Proposed demolition of decaying drug dens prompts heritage debate

A city committee voted to allow the demolition of century-and-a-half-old Lowertown buildings that are in an advanced state of decay and hotbeds of drug-fuelled “chaos.”

A neighbour welcomed the decision, which must still be approved at a full meeting of council. But the local community association called it yet another failure to protect heritage that puts the neighbourhood’s historic character at risk.

The three buildings stand in a row on St. Patrick Street, just west of Dalhousie Street. The oldest could date back as early as 1851, while the others were built in the 1870s.

City staff told council’s built heritage committee on Tuesday that all are in “very poor condition” and beyond saving. One has buckling walls and is at risk of structural collapse.
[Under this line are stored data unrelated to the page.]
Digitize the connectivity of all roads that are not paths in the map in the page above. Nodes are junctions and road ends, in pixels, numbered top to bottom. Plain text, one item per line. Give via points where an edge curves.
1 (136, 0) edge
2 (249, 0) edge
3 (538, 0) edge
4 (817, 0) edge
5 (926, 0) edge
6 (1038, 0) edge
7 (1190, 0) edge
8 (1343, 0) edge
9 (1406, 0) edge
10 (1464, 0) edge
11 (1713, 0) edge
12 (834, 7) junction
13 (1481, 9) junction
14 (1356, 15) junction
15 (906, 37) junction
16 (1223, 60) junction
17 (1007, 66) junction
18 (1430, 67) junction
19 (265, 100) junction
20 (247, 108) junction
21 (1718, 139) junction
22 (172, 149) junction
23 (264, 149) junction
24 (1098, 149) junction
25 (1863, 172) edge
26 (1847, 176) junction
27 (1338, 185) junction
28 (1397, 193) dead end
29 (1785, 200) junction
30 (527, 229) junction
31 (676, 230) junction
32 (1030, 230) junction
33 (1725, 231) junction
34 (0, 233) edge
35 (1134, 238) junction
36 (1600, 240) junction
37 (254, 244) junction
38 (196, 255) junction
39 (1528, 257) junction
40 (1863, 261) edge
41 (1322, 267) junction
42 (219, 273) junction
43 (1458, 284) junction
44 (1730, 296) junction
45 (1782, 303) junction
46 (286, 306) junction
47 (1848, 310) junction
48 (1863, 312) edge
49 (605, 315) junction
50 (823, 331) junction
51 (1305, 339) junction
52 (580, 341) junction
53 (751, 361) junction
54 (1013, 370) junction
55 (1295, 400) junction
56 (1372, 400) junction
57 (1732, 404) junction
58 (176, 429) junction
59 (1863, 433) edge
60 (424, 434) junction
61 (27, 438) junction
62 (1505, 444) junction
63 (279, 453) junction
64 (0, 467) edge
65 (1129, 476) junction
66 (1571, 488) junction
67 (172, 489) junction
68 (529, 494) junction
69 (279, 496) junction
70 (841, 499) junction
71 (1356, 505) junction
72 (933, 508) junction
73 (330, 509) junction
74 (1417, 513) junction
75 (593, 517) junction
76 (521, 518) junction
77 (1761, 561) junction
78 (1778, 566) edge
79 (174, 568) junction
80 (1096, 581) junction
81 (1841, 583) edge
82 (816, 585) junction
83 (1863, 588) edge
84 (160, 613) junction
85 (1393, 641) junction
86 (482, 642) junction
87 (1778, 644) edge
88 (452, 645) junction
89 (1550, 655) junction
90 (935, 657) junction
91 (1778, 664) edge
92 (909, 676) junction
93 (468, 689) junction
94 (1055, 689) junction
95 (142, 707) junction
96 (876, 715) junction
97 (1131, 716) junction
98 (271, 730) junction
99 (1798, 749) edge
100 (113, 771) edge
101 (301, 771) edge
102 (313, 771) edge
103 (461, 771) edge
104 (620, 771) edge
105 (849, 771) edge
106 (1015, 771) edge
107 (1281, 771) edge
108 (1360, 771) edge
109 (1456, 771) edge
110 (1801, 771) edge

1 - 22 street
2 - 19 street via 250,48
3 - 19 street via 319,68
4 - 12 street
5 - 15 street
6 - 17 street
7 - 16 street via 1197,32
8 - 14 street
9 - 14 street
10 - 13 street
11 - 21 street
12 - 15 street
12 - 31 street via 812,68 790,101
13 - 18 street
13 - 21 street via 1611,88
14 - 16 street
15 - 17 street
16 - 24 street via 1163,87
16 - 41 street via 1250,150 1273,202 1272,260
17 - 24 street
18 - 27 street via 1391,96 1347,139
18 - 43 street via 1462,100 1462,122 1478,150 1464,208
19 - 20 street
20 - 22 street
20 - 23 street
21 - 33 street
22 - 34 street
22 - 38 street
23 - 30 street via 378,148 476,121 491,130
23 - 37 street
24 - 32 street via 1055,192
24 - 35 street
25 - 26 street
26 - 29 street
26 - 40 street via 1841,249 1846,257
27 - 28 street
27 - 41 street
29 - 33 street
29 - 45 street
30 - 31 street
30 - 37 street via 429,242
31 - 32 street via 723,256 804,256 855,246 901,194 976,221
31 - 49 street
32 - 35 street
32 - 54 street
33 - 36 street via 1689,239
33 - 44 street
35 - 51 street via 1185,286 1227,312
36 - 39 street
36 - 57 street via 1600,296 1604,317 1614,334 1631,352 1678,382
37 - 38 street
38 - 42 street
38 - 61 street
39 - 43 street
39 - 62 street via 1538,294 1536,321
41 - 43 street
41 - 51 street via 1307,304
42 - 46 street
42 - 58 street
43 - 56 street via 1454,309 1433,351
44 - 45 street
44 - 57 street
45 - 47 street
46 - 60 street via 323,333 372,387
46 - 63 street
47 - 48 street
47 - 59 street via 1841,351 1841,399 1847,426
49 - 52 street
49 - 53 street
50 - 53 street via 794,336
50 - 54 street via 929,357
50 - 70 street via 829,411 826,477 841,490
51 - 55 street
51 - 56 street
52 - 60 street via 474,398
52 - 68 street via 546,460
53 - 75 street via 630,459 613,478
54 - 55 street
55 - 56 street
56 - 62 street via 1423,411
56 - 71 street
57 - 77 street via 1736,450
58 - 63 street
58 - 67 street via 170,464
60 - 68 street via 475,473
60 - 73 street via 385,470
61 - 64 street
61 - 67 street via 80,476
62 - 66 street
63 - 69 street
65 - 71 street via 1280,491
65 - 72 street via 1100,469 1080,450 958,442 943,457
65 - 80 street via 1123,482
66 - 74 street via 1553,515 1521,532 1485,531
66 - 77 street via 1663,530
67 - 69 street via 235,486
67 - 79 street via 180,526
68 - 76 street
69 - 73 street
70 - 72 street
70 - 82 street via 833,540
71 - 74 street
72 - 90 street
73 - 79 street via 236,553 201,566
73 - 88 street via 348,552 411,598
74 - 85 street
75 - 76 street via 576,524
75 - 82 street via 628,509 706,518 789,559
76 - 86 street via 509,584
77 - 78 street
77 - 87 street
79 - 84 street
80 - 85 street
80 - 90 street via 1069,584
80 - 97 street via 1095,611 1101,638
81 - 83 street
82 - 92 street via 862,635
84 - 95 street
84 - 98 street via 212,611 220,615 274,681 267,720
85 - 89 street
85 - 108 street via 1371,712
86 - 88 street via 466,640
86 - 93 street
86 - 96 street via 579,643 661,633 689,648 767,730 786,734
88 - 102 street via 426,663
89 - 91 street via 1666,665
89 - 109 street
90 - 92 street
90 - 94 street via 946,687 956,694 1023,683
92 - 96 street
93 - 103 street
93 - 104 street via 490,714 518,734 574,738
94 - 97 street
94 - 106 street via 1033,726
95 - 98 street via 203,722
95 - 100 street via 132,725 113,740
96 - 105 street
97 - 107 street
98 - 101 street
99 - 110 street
An engineering report said it “may pose a danger to the unsuspecting public if permitted to weather another winter season.”

Rats and drugs overwhelm neighbours

The buildings are owned by Brian Dagenais, who spoke to CBC this past winter to share the destruction wrought by tenants placed there through a city-sponsored housing-first program.

Janet Thompson Mar lives behind one of the buildings. She came to the committee on Tuesday to share the horrors she’s witnessed.

“There has been extreme social disorder, chaos,” she said. “There were lengthy periods of time where my neighbours and I could not use our outdoor spaces because the level of organic trash and, unfortunately, human waste and needles and syringes and pipes that filled the backyard there attracted rats, which then proliferated.”

She watched police “swarming” the site, with rifles pointing at one of the buildings, in a large drug bust last fall. She said she’s seen people injecting drugs and crawling through the trash to treat overdoses with naloxone.

“We watched in the middle of the night emergency vehicles … for people who didn’t make it,” she said.

She noted that there are no longer any “tenants,” as such, in the buildings, though people keep ripping down the boards covering the windows to get inside. She worries they will light fires to stay warm in cold weather.

A boarded up door
The buildings are now boarded up, but neighbour Janet Thompson Mar says people are still finding ways to get in. (Maxim Allain/CBC)

Leslie Collins, the city’s program manager of heritage planning, called the buildings “problematic properties” that are frequently broken into and have generated more than 75 bylaw calls.

Buildings’ decay ‘a wake-up call’

Dagenais applied to demolish the buildings, which have protection as part of Lowertown’s heritage conservation district. City staff support his application, and Thompson Mar said she’s “very grateful.”

But Josiah Frith of the Lowertown Community Association said the three buildings are among the oldest in the district and called their demolition a “huge loss” for the city.

“Those of us living in Lowertown see these losses as the result of relentless pressure by some property owners and developers to demolish Lowertown’s built heritage for profit. Year after year we are experiencing a steady erosion of the historic character of our neighbourhood,” he said. 

“The demolition of these three heritage buildings should be a wake-up call.”

While he didn’t contest the engineering report, he blamed the decay on a “do-nothing approach” and “woefully inadequate” interventions by the city.

Frith asked the city to impose stringent requirements for any new buildings replacing those now occupying the site. He said they should be replicas, or at least copy the historic facades.

Building
The building to the left, at 227-229 St. Patrick St., is structurally unsound and at risk of collapse, according to an engineering report. (Maxim Allain/CBC)

“The city’s response should make it clear that there must be consequences for demolition by neglect,” he said.

Councillors put condition on new builds

A motion from Rideau-Vanier Coun. Stéphanie Plante, who represents the area, took a step in that direction. 

It asked staff to consider “the historic architectural expression of the existing buildings and contribution they make to the streetscape” in any further application for new construction.

The committee passed Plante’s motion and then voted to recommend council approve the demolition.

Somerset Coun. Ariel Troster noted that the demise of the St. Patrick Street buildings is hardly an isolated case. She said her west downtown ward has similarly “egregious” examples of heritage properties demolished by neglect.

“It’s a real blight on the downtown core, and it really contravenes our heritage policies,” she said. “So we have to figure out how to do better with this, because to end up in this place is so unfortunate.

“I don’t think anyone’s disputing that these properties need to come down now,” Troster added. “But they didn’t have to come down a few years ago, and they didn’t just fall apart on their own.”